**Problem details:** Could you print the listing again exactly, omitting the pictures?
◇ ◇ ◇ ◇
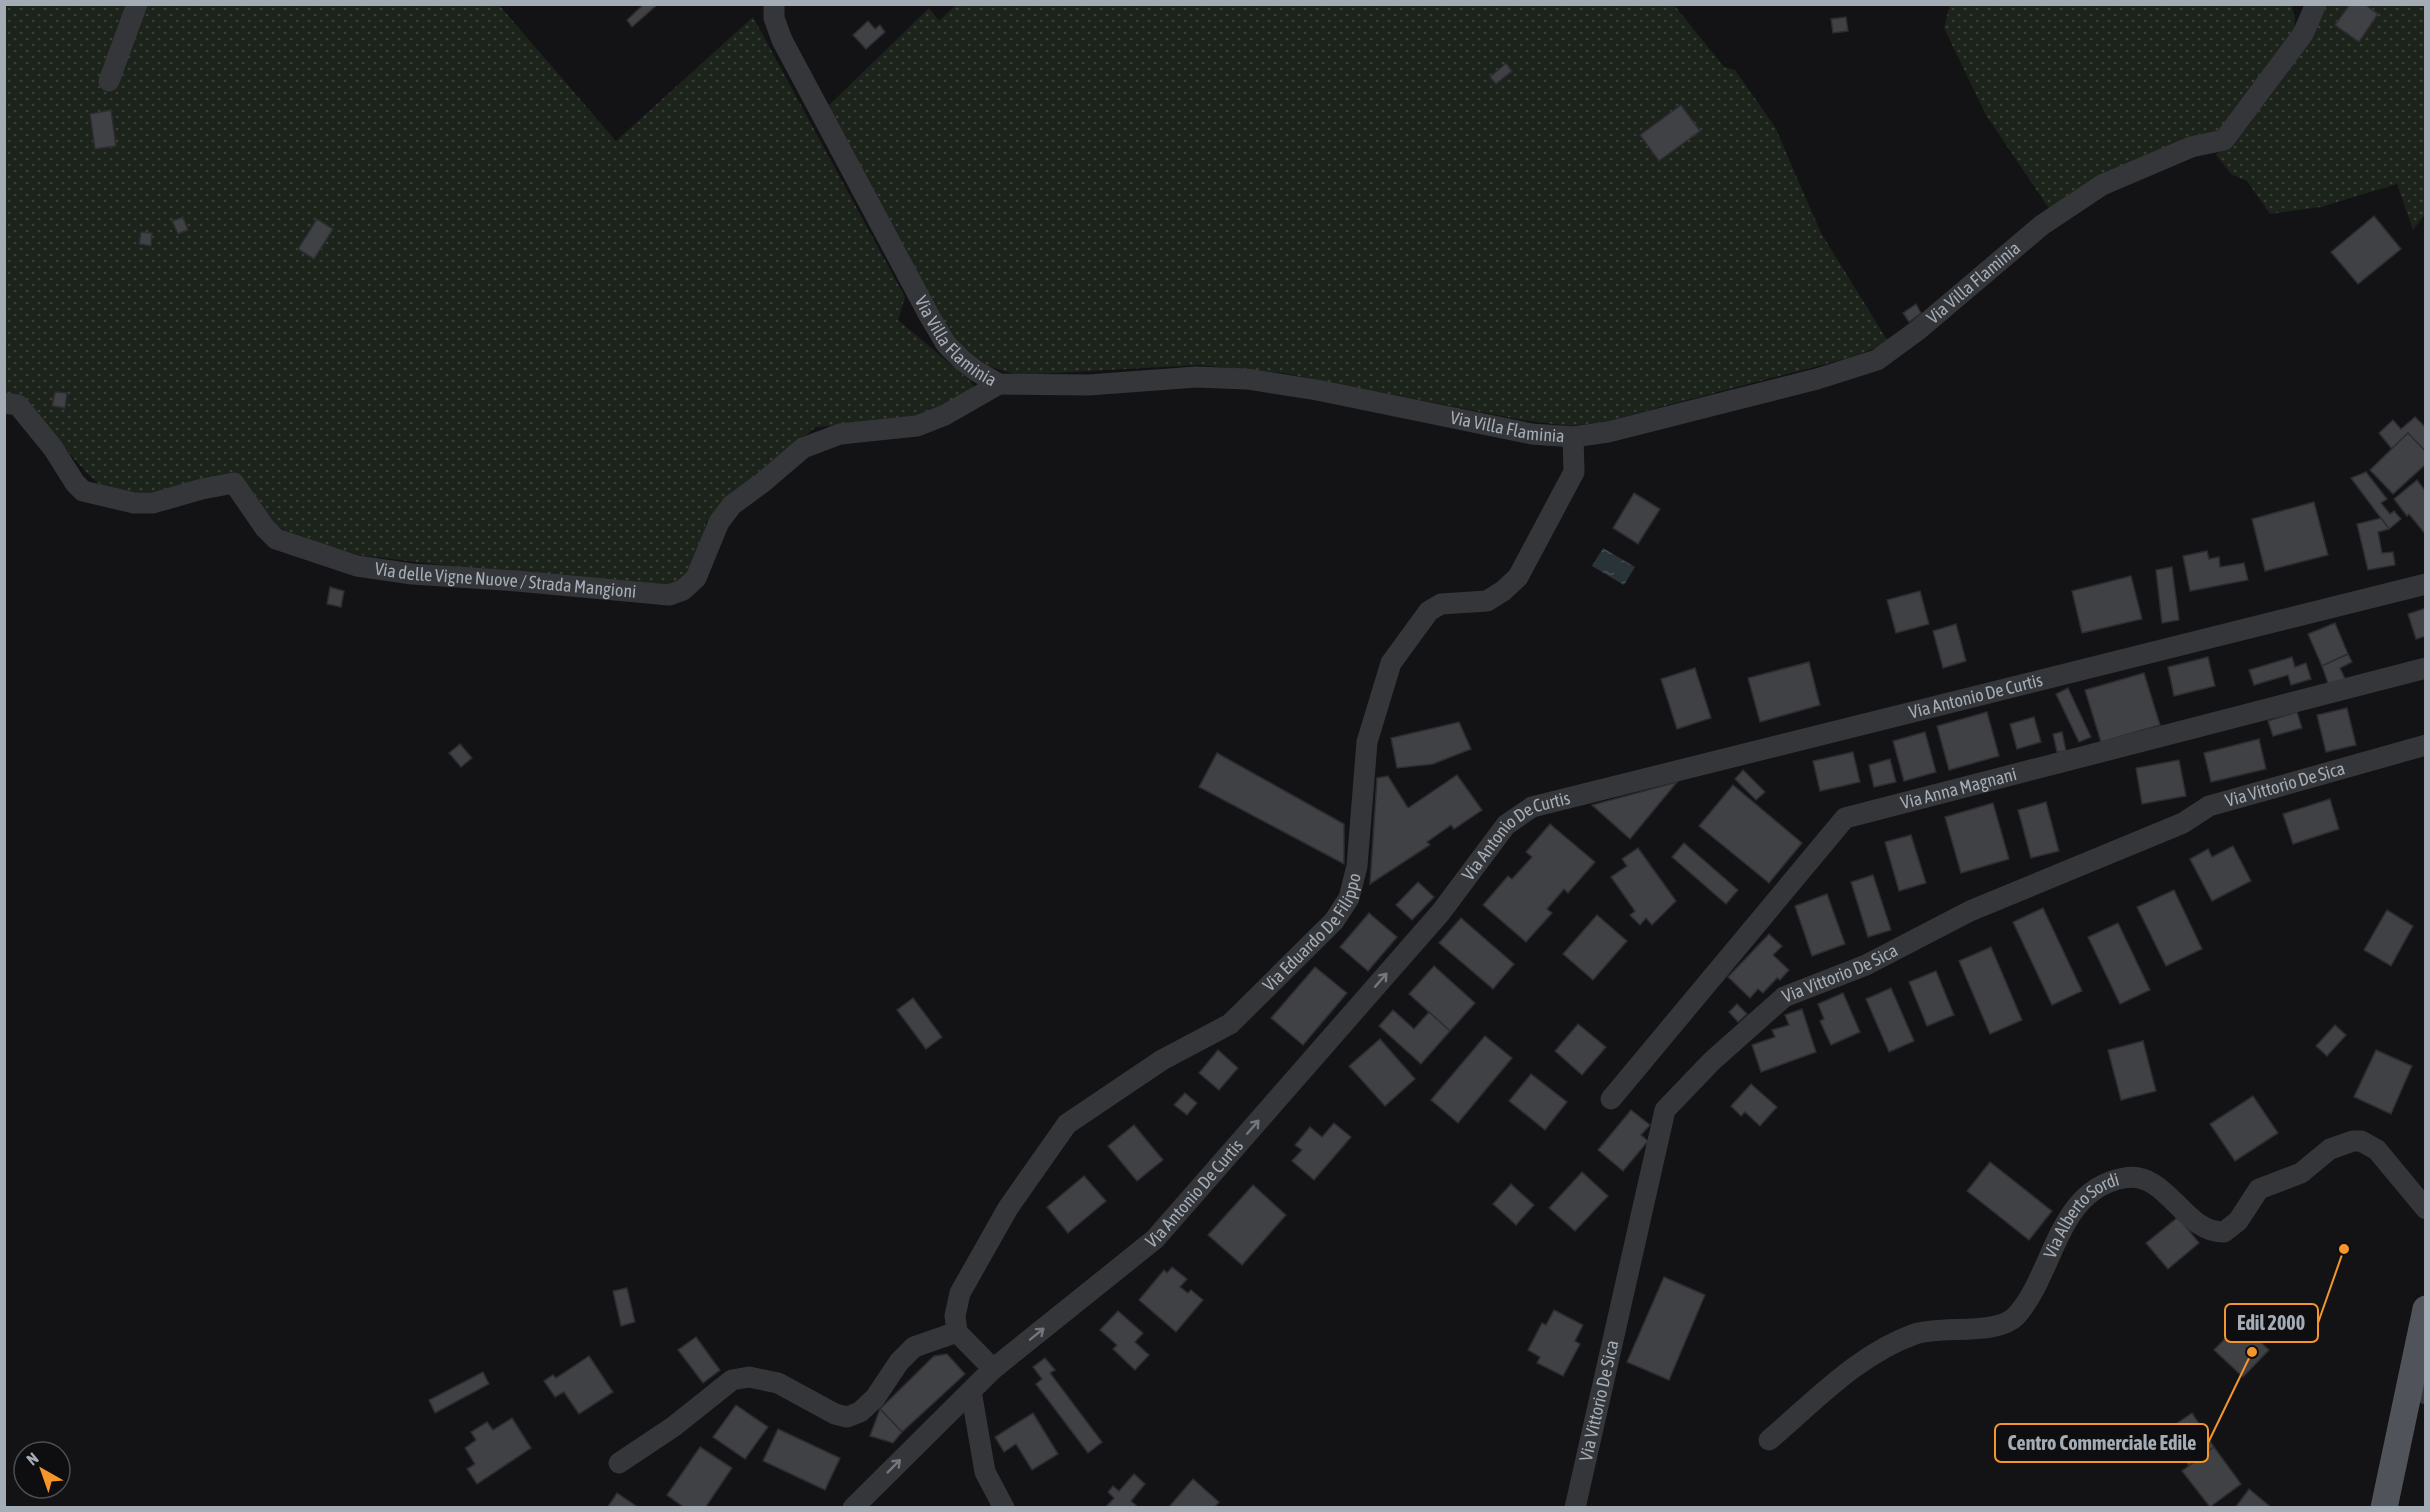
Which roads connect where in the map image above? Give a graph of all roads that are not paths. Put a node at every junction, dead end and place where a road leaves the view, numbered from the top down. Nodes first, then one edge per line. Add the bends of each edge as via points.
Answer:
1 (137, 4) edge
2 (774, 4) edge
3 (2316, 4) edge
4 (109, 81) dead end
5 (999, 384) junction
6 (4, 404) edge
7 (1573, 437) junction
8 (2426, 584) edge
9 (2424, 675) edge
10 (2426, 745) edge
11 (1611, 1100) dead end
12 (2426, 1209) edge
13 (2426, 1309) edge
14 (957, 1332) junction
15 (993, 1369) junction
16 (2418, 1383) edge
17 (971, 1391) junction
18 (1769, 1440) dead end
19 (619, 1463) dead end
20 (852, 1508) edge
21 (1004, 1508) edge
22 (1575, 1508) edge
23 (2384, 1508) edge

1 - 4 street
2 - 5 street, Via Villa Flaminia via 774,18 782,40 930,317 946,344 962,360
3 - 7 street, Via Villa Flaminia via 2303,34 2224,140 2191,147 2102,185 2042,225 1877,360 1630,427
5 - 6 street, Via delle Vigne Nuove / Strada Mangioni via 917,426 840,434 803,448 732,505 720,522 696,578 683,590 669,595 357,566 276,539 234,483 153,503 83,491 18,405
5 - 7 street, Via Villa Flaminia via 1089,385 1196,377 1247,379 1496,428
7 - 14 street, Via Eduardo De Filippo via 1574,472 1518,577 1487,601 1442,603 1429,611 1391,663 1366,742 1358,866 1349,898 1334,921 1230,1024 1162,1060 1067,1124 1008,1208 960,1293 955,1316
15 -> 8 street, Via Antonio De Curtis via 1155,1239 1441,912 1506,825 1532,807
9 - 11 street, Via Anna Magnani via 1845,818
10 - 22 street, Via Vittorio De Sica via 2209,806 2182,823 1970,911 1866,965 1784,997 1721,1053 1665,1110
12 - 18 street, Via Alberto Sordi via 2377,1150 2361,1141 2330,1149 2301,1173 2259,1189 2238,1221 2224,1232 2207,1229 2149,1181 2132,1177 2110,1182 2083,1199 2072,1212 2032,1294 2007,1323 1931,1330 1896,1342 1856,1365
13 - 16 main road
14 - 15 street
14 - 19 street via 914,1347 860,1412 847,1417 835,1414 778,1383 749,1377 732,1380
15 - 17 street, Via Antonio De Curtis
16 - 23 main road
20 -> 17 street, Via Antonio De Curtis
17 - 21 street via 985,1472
◇ ◇ ◇ ◇
**Your response:**
Which roads connect where in the map image above? Give a graph of all roads that are not paths. Put a node at every junction, dead end and place where a road leaves the view, numbered from the top down. Nodes first, then one edge per line. Add the bends of each edge as via points.
Answer:
1 (137, 4) edge
2 (774, 4) edge
3 (2316, 4) edge
4 (109, 81) dead end
5 (999, 384) junction
6 (4, 404) edge
7 (1573, 437) junction
8 (2426, 584) edge
9 (2424, 675) edge
10 (2426, 745) edge
11 (1611, 1100) dead end
12 (2426, 1209) edge
13 (2426, 1309) edge
14 (957, 1332) junction
15 (993, 1369) junction
16 (2418, 1383) edge
17 (971, 1391) junction
18 (1769, 1440) dead end
19 (619, 1463) dead end
20 (852, 1508) edge
21 (1004, 1508) edge
22 (1575, 1508) edge
23 (2384, 1508) edge

1 - 4 street
2 - 5 street, Via Villa Flaminia via 774,18 782,40 930,317 946,344 962,360
3 - 7 street, Via Villa Flaminia via 2303,34 2224,140 2191,147 2102,185 2042,225 1877,360 1630,427
5 - 6 street, Via delle Vigne Nuove / Strada Mangioni via 917,426 840,434 803,448 732,505 720,522 696,578 683,590 669,595 357,566 276,539 234,483 153,503 83,491 18,405
5 - 7 street, Via Villa Flaminia via 1089,385 1196,377 1247,379 1496,428
7 - 14 street, Via Eduardo De Filippo via 1574,472 1518,577 1487,601 1442,603 1429,611 1391,663 1366,742 1358,866 1349,898 1334,921 1230,1024 1162,1060 1067,1124 1008,1208 960,1293 955,1316
15 -> 8 street, Via Antonio De Curtis via 1155,1239 1441,912 1506,825 1532,807
9 - 11 street, Via Anna Magnani via 1845,818
10 - 22 street, Via Vittorio De Sica via 2209,806 2182,823 1970,911 1866,965 1784,997 1721,1053 1665,1110
12 - 18 street, Via Alberto Sordi via 2377,1150 2361,1141 2330,1149 2301,1173 2259,1189 2238,1221 2224,1232 2207,1229 2149,1181 2132,1177 2110,1182 2083,1199 2072,1212 2032,1294 2007,1323 1931,1330 1896,1342 1856,1365
13 - 16 main road
14 - 15 street
14 - 19 street via 914,1347 860,1412 847,1417 835,1414 778,1383 749,1377 732,1380
15 - 17 street, Via Antonio De Curtis
16 - 23 main road
20 -> 17 street, Via Antonio De Curtis
17 - 21 street via 985,1472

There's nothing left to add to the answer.